The founding of the museum back in 1978 was a grassroots movement, says Funk.
“The community raised the money,” she says.
“Some of the remaining founders still come to our openings and are still strong patrons of the museum, but they are very few,” she adds.
It seems that the fate of this community asset, along with its collection, is again in the hands of the community.
Funk says that the strength of the collection is its prints and works on paper.
The room containing the work of Ernst Oppler testifies to that.
“He was a master printer. We have lots of works on paper by him,” she says, noting that the Foosaner Art Museum has the largest collection of Oppler’s work in the world.

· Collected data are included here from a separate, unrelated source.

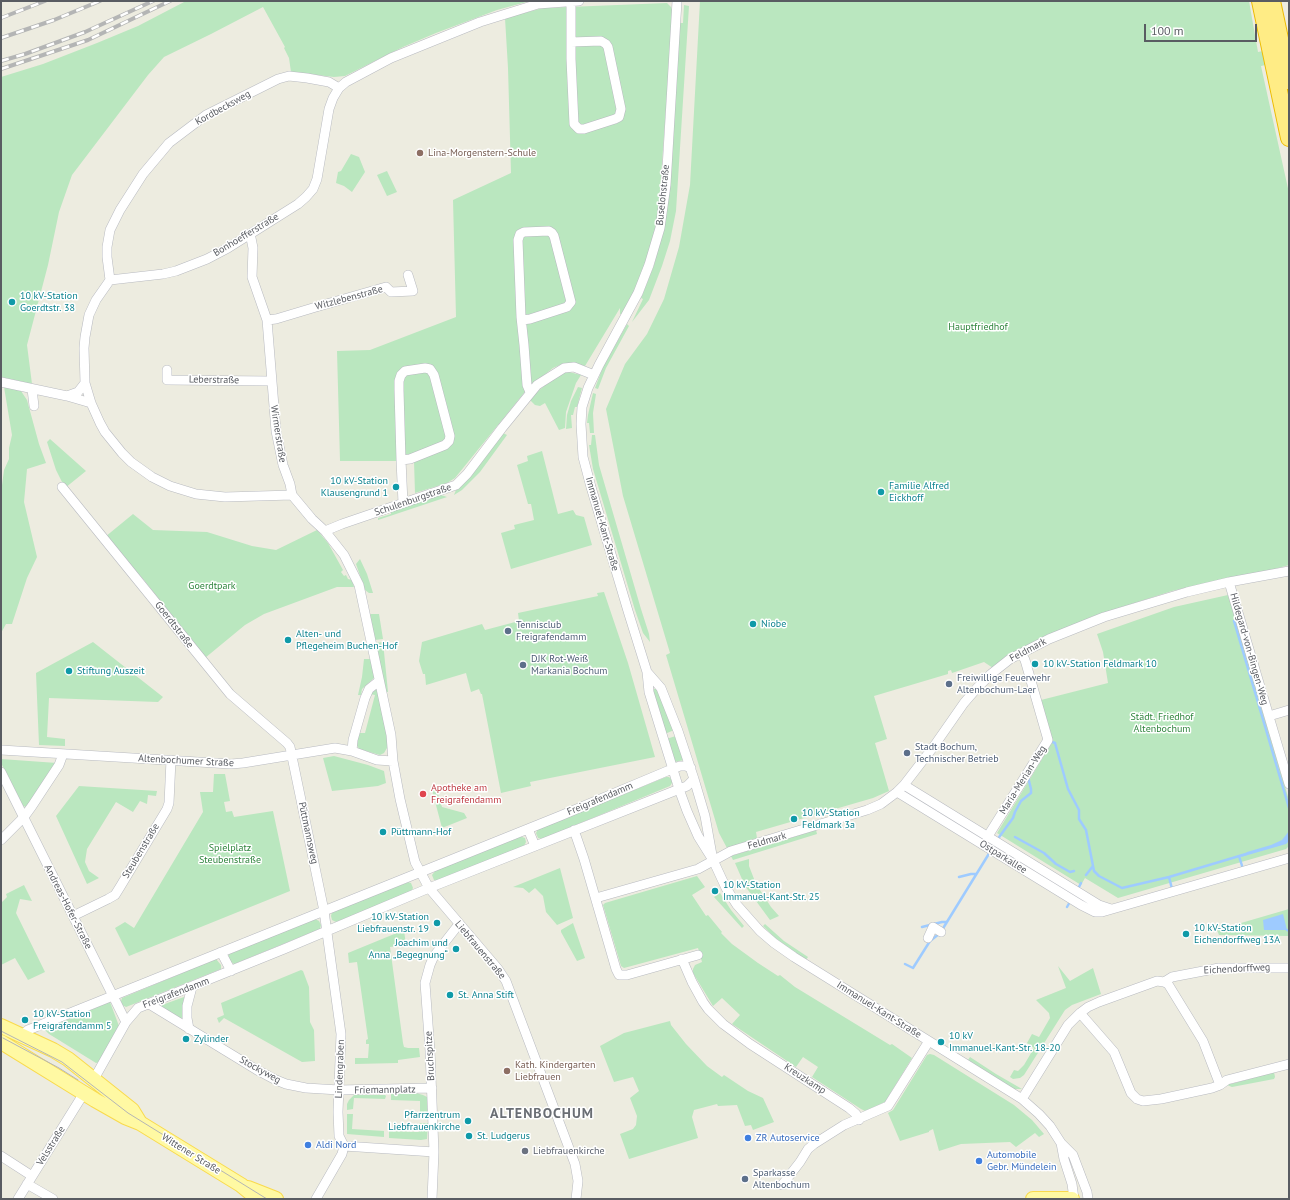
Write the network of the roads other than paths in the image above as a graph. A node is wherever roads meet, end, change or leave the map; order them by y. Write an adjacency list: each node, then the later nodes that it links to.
1 (571, 1): 2 (street, Bonhoefferstraße); 6 (street); 8 (street, Bonhoefferstraße)
2 (579, 1)
3 (677, 1): 16 (street, Buselohstraße)
4 (1260, 1): 9 (highway)
5 (1272, 1): 7 (highway)
6 (571, 42): 6 (street)
7 (1289, 81)
8 (339, 88): 10 (street, Bonhoefferstraße); 12 (street, Kordbecksweg)
9 (1289, 138)
10 (249, 234): 12 (street, Bonhoefferstraße); 13 (street, Wirmerstraße)
11 (408, 275): 13 (street, Witzlebenstraße)
12 (110, 280): 19 (street)
13 (267, 320): 17 (street, Wirmerstraße)
14 (522, 320): 14 (street); 21 (street)
15 (167, 370): 17 (street, Leberstraße)
16 (594, 375): 21 (street, Schulenburgstraße); 33 (street, Immanuel-Kant-Straße)
17 (271, 380): 27 (street, Wirmerstraße)
18 (1, 382): 20 (street)
19 (85, 383): 22 (street); 23 (street)
20 (32, 389): 22 (street); 24 (street)
21 (530, 392): 28 (street, Schulenburgstraße)
22 (67, 396): 23 (street)
23 (91, 403): 27 (street)
24 (34, 406)
25 (401, 460): 25 (street); 28 (street)
26 (62, 487): 40 (street, Goerdtstraße)
27 (292, 495): 29 (street, Wirmerstraße)
28 (403, 503): 29 (street, Schulenburgstraße)
29 (325, 531): 34 (street, Wirmerstraße)
30 (1289, 571): 31 (street, Feldmark)
31 (1229, 582): 32 (street, Feldmark); 36 (street, Hildegard-von-Bingen-Weg)
32 (1021, 653): 48 (street, Feldmark); 54 (street, Maria-Merian-Weg)
33 (647, 672): 43 (street, Immanuel-Kant-Straße); 44 (street, Immanuel-Kant-Straße)
34 (379, 682): 38 (street); 42 (street, Wirmerstraße)
35 (1289, 710): 36 (street, Hildegard-von-Bingen-Weg)
36 (1269, 716): 47 (street, Hildegard-von-Bingen-Weg)
37 (1, 750): 39 (street, Altenbochumer Straße)
38 (352, 751): 40 (street, Altenbochumer Straße); 42 (street, Altenbochumer Straße)
39 (63, 754): 41 (street, Altenbochumer Straße); 51 (street)
40 (291, 756): 41 (street, Altenbochumer Straße); 63 (street, Püttmannsweg)
41 (171, 760): 64 (street, Steubenstraße)
42 (393, 761): 59 (street)
43 (691, 768): 44 (street); 46 (street, Immanuel-Kant-Straße)
44 (672, 769): 49 (street, Immanuel-Kant-Straße); 52 (street, Freigrafendamm)
45 (1, 772): 51 (street, Andreas-Hofer-Straße)
46 (694, 779): 49 (street); 58 (street, Immanuel-Kant-Straße)
47 (1289, 784)
48 (904, 785): 50 (street, Feldmark); 54 (street, Ostparkallee)
49 (679, 789): 53 (street, Freigrafendamm); 58 (street, Immanuel-Kant-Straße)
50 (898, 792): 58 (street, Feldmark); 62 (street, Ostparkallee)
51 (24, 817): 55 (street); 64 (street, Andreas-Hofer-Straße)
52 (528, 829): 56 (street); 59 (street, Freigrafendamm)
53 (574, 830): 56 (street, Freigrafendamm); 61 (street)
54 (988, 836): 62 (street, Ostparkallee)
55 (1, 840)
56 (535, 846): 60 (street, Freigrafendamm)
57 (1289, 858): 62 (street, Ostparkallee)
58 (713, 860): 61 (street); 83 (street, Immanuel-Kant-Straße)
59 (420, 872): 60 (street); 63 (street, Freigrafendamm)
60 (429, 888): 65 (street, Liebfrauenstraße); 67 (street, Freigrafendamm)
61 (596, 898): 71 (street)
62 (1111, 909)
63 (324, 911): 67 (street); 69 (street, Freigrafendamm)
64 (73, 916): 76 (street, Andreas-Hofer-Straße)
65 (459, 924): 89 (street, Bruchspitze); 109 (street, Liebfrauenstraße)
66 (937, 930): 68 (street)
67 (326, 932): 73 (street, Freigrafendamm); 90 (street, Lindengraben)
68 (928, 938)
69 (221, 952): 73 (street); 76 (street, Freigrafendamm)
70 (698, 955): 71 (street)
71 (682, 959): 93 (street, Kreuzkamp)
72 (1289, 968): 74 (street, Eichendorffweg)
73 (231, 971): 75 (street, Freigrafendamm)
74 (1164, 982): 78 (street, Eichendorffweg); 88 (street)
75 (192, 987): 77 (street, Freigrafendamm); 81 (street)
76 (113, 996): 79 (street); 82 (street, Freigrafendamm)
77 (149, 1004): 79 (street, Freigrafendamm); 81 (street, Stockyweg)
78 (1080, 1013): 88 (street); 92 (street, Eichendorffweg)
79 (126, 1022): 87 (street, Freigrafendamm)
80 (1, 1026): 82 (main road, Wittener Straße)
81 (189, 1029): 90 (street, Stockyweg)
82 (21, 1036): 85 (main road); 87 (main road, Wittener Straße)
83 (929, 1041): 92 (street, Immanuel-Kant-Straße); 93 (street)
84 (1, 1042): 85 (main road, Wittener Straße)
85 (19, 1053): 91 (main road, Wittener Straße)
86 (1289, 1064): 88 (street)
87 (94, 1079): 91 (main road); 94 (main road, Wittener Straße)
88 (1220, 1085)
89 (432, 1088): 90 (street, Friemannplatz); 97 (street, Bruchspitze)
90 (339, 1090): 96 (street, Lindengraben)
91 (84, 1094): 94 (main road, Wittener Straße); 99 (street, Velsstraße)
92 (1022, 1099): 95 (street, Immanuel-Kant-Straße)
93 (859, 1120): 102 (street)
94 (140, 1123): 101 (main road, Wittener Straße)
95 (1061, 1143): 111 (street, Immanuel-Kant-Straße); 112 (street, Immanuel-Kant-Straße)
96 (344, 1146): 97 (street); 107 (street)
97 (434, 1152): 108 (street, Bruchspitze)
98 (1, 1156): 99 (street)
99 (32, 1176): 100 (street, Velsstraße)
100 (27, 1184): 103 (street, Velsstraße); 104 (street)
101 (241, 1185): 105 (main road, Wittener Straße); 106 (main road, Wittener Straße)
102 (782, 1185)
103 (18, 1199)
104 (53, 1199)
105 (258, 1199)
106 (276, 1199)
107 (316, 1199)
108 (432, 1199)
109 (576, 1199)
110 (1033, 1199): 111 (main road)
111 (1073, 1199)
112 (1088, 1199)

According to Funk, the second largest Oppler collection is in Germany. In the U.S., the prolific artist’s work is also held in New York’s Metropolitan Museum and the National Gallery in Washington, D.C., among others.

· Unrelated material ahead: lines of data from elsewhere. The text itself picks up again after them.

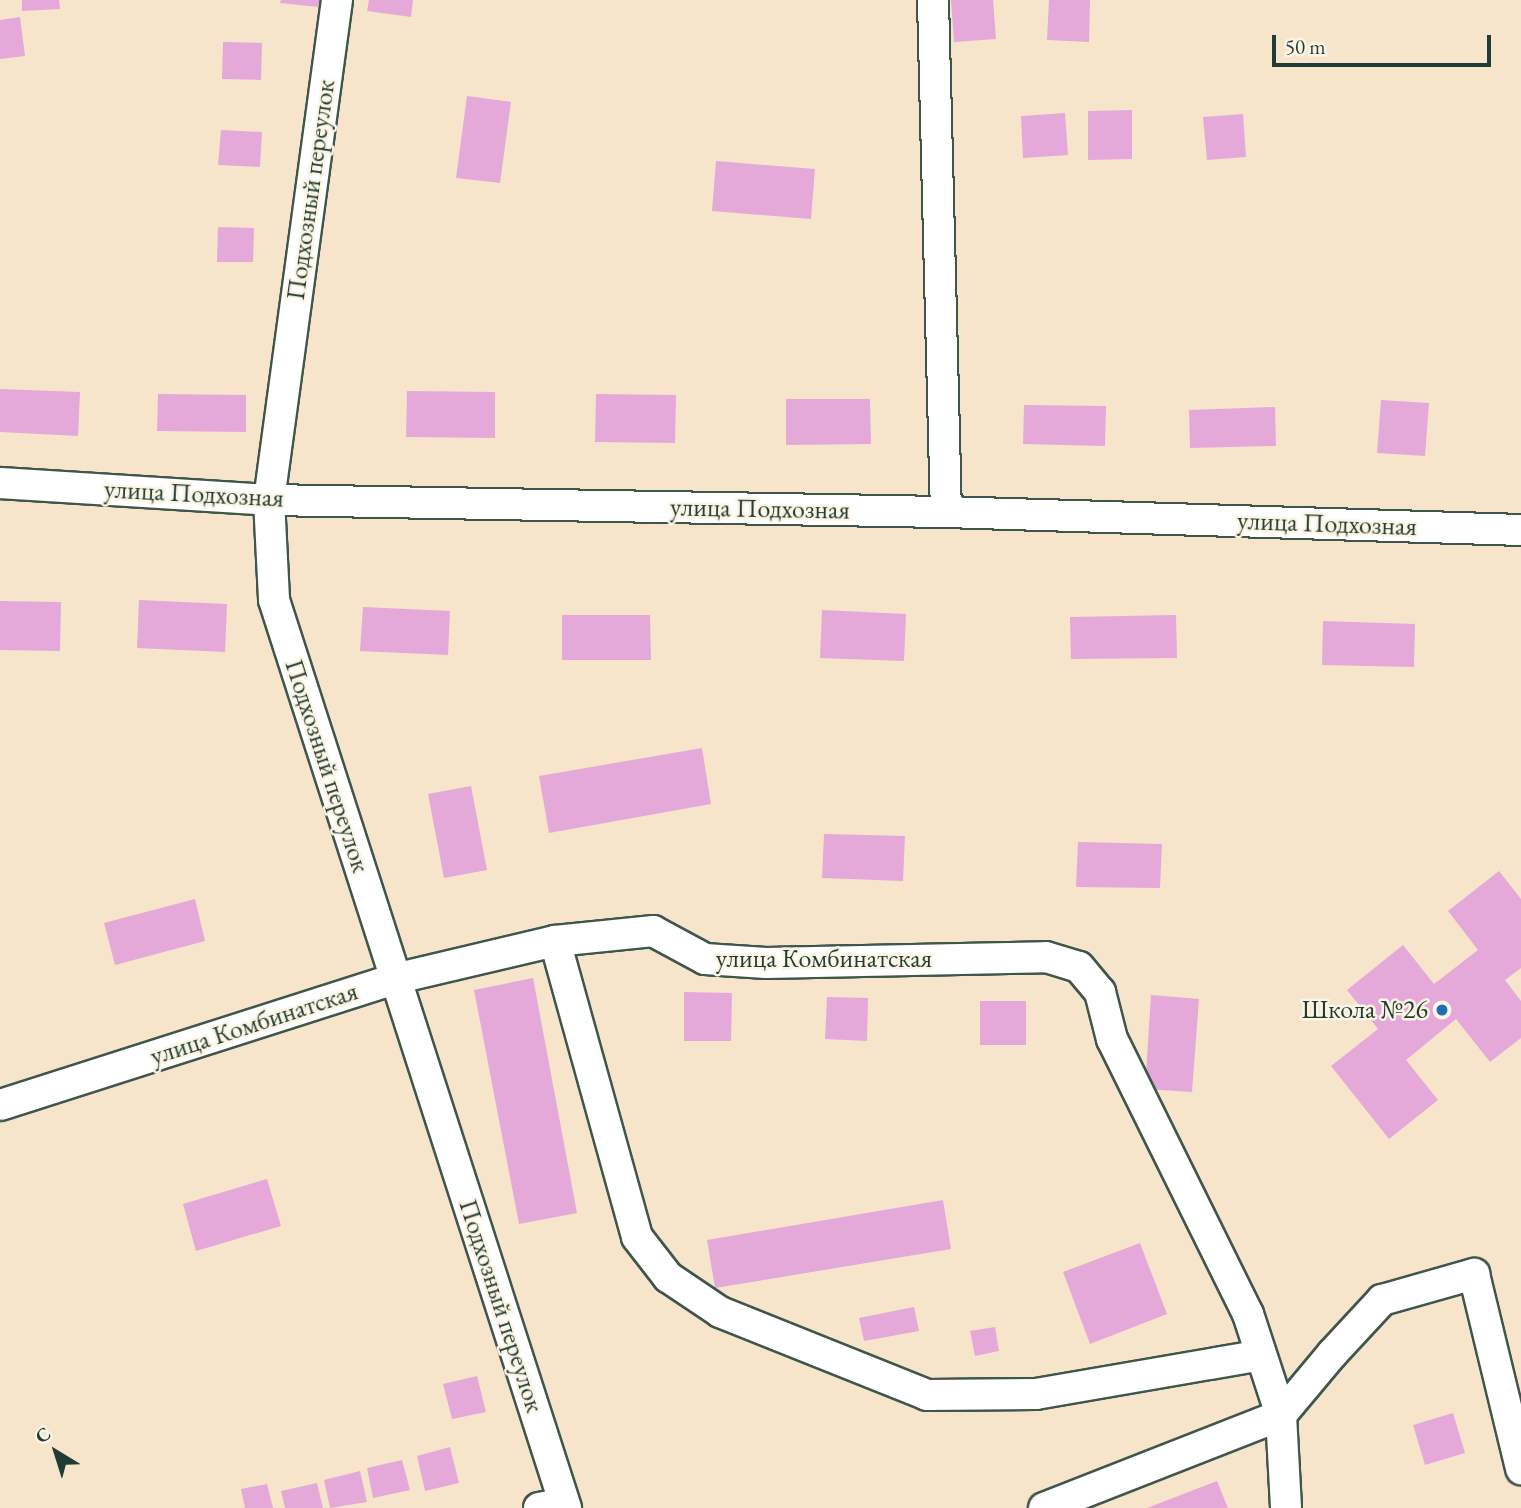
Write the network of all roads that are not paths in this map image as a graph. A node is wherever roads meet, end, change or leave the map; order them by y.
1 (337, 0) edge
2 (933, 0) edge
3 (0, 483) edge
4 (269, 500) junction
5 (946, 512) junction
6 (1521, 530) edge
7 (555, 941) junction
8 (394, 979) junction
9 (0, 1105) edge
10 (1261, 1355) junction
11 (1281, 1415) junction
12 (1521, 1469) edge
13 (556, 1506) edge
14 (1044, 1508) edge
15 (1286, 1508) edge

1 - 4 street, Подхозный переулок
2 - 5 street
3 - 4 street, улица Подхозная
4 - 5 street, улица Подхозная
4 - 8 street, Подхозный переулок
5 - 6 street, улица Подхозная
7 - 8 street, улица Комбинатская
7 - 10 street, улица Комбинатская
7 - 10 street
8 - 9 street, улица Комбинатская
8 - 13 street, Подхозный переулок
10 - 11 street, улица Комбинатская
11 - 12 street
11 - 14 street
11 - 15 street, улица Комбинатская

Born in Hanover in 1867, Oppler took his education at the Academy of Arts in Munich and afterwards moved to London to study the work of James Abbott McNeill Whistler. After his return to Germany, Oppler joined the Munich Secession, an association of young artists who protested the conservatism of that city’s existing artists’ organization. When he moved to Berlin in 1904, Oppler concurrently became part of the Berlin Secession, as well. It was in Berlin that he became obsessed by Russian ballet and, in particular, prima ballerina Anna Pavlova.

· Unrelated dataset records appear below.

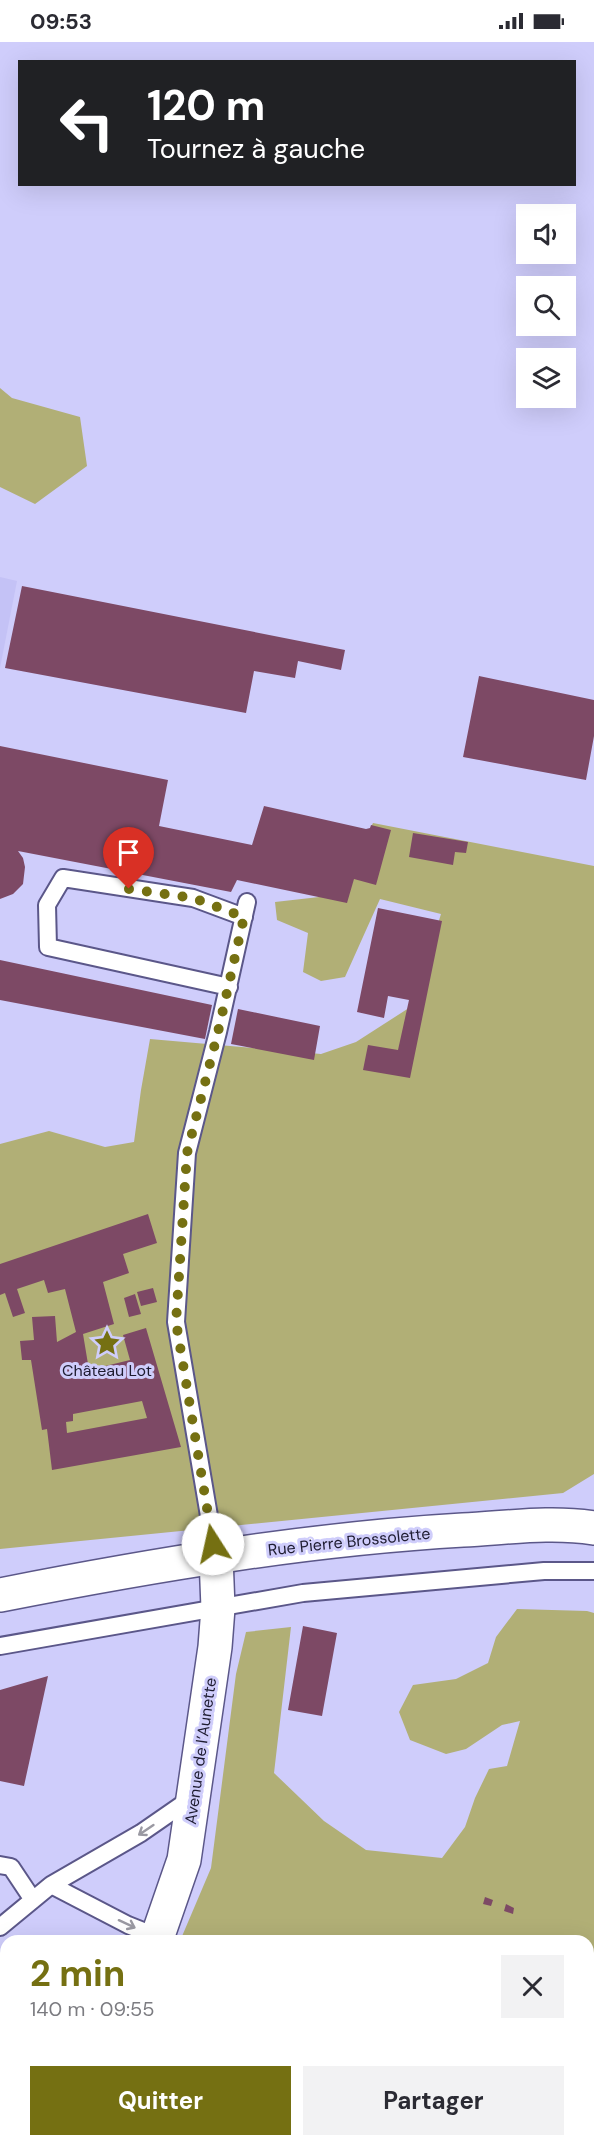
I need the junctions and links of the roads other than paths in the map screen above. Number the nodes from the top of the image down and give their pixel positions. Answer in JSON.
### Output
{"nodes":[{"id":1,"x":229,"y":987,"type":"junction"},
{"id":2,"x":594,"y":1528,"type":"edge"},
{"id":3,"x":216,"y":1557,"type":"junction"},
{"id":4,"x":594,"y":1571,"type":"edge"},
{"id":5,"x":0,"y":1594,"type":"edge"},
{"id":6,"x":218,"y":1608,"type":"junction"},
{"id":7,"x":0,"y":1646,"type":"edge"},
{"id":8,"x":194,"y":1796,"type":"junction"},
{"id":9,"x":0,"y":1865,"type":"edge"},
{"id":10,"x":51,"y":1885,"type":"junction"},
{"id":11,"x":33,"y":1900,"type":"junction"},
{"id":12,"x":0,"y":1927,"type":"edge"},
{"id":13,"x":149,"y":1935,"type":"edge"},
{"id":14,"x":158,"y":1935,"type":"edge"}],
"edges":[{"from":1,"to":1,"type":"lane"},
{"from":1,"to":3,"type":"lane"},
{"from":2,"to":3,"type":"main road","name":"Rue Pierre Brossolette"},
{"from":3,"to":5,"type":"main road","name":"Rue Pierre Brossolette"},
{"from":3,"to":6,"type":"main road","name":"Avenue de l’Aunette"},
{"from":4,"to":6,"type":"lane"},
{"from":6,"to":7,"type":"lane"},
{"from":6,"to":8,"type":"main road","name":"Avenue de l’Aunette"},
{"from":8,"to":10,"type":"lane","one_way":true},
{"from":8,"to":14,"type":"main road","name":"Avenue de l’Aunette"},
{"from":9,"to":11,"type":"lane"},
{"from":10,"to":11,"type":"lane"},
{"from":10,"to":13,"type":"lane","one_way":true},
{"from":11,"to":12,"type":"lane"}]}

The subject of most of the Oppler works on display is Pavlova in “The Dying Swan.” Only four minutes long, the solo piece was choreographed for her by Mikhail Fokine in 1905. It is set to French composer Camille Saint-Saëns’ “The Swan” from “Carnival of the Animals.” Pavlova performed it to acclaim throughout her career, famously saying on her deathbed, “Get my ‘Swan’ costume ready.” A video monitor in the gallery shows her dancing the role in a 1925 film, as the gentle sorrow of the Swan’s solo cello fills the room.
Ernst Oppler died in Berlin in 1929. In the following decade his survivors, fleeing from the Nazis, had the opportunity – and forethought – to take all the works remaining in Oppler’s studio with them to safety. Melbourne resident Susan Oppler Wood, the artist’s grandniece, inherited the works, which she donated to the Foosaner in 1986. For this show she generously lent an oil portrait of Pavlova by Oppler that remains in her collection.
The Foosaner Art Museum is also the repository for some significant works by Frits Van Eeden. Born in the Netherlands in 1944, Van Eeden first studied art as a boy under private teachers in The Hague. As a teen he went to Amsterdam for study at Gerrit Rietveld Academie. Returning to The Hague, he became a member of that city’s Pulchri Studio, a Dutch art society.
Van Eeden arrived in Brevard County in 1979 and has become well-known and avidly collected by Space Coast art lovers. As an art instructor in the Renee Foosaner Education Center since its inception, Van Eeden has taught several hundred students over the years.
Van Eeden is particularly esteemed for his paintings and sculptures of horses. A muscular painting of a horse is on display in the current exhibition, as well as two untitled abstract figural paintings from 1985.
Many of the objects in the Foosaner’s permanent collection are the substantial gifts of donors who wanted to enrich Melbourne’s cultural heritage for future generations. When the Foosaner Art Museum shuts its doors forever, will these works remain with Florida Tech or be donated to other Florida institutions who will value them? Or will they be disposed of by sale to the higher bidder?
What’s going to happen with this collection? “That’s a great question,” says Funk.
“I’m trying to educate the administration about what needs to be done, so we can find a good home for everything.”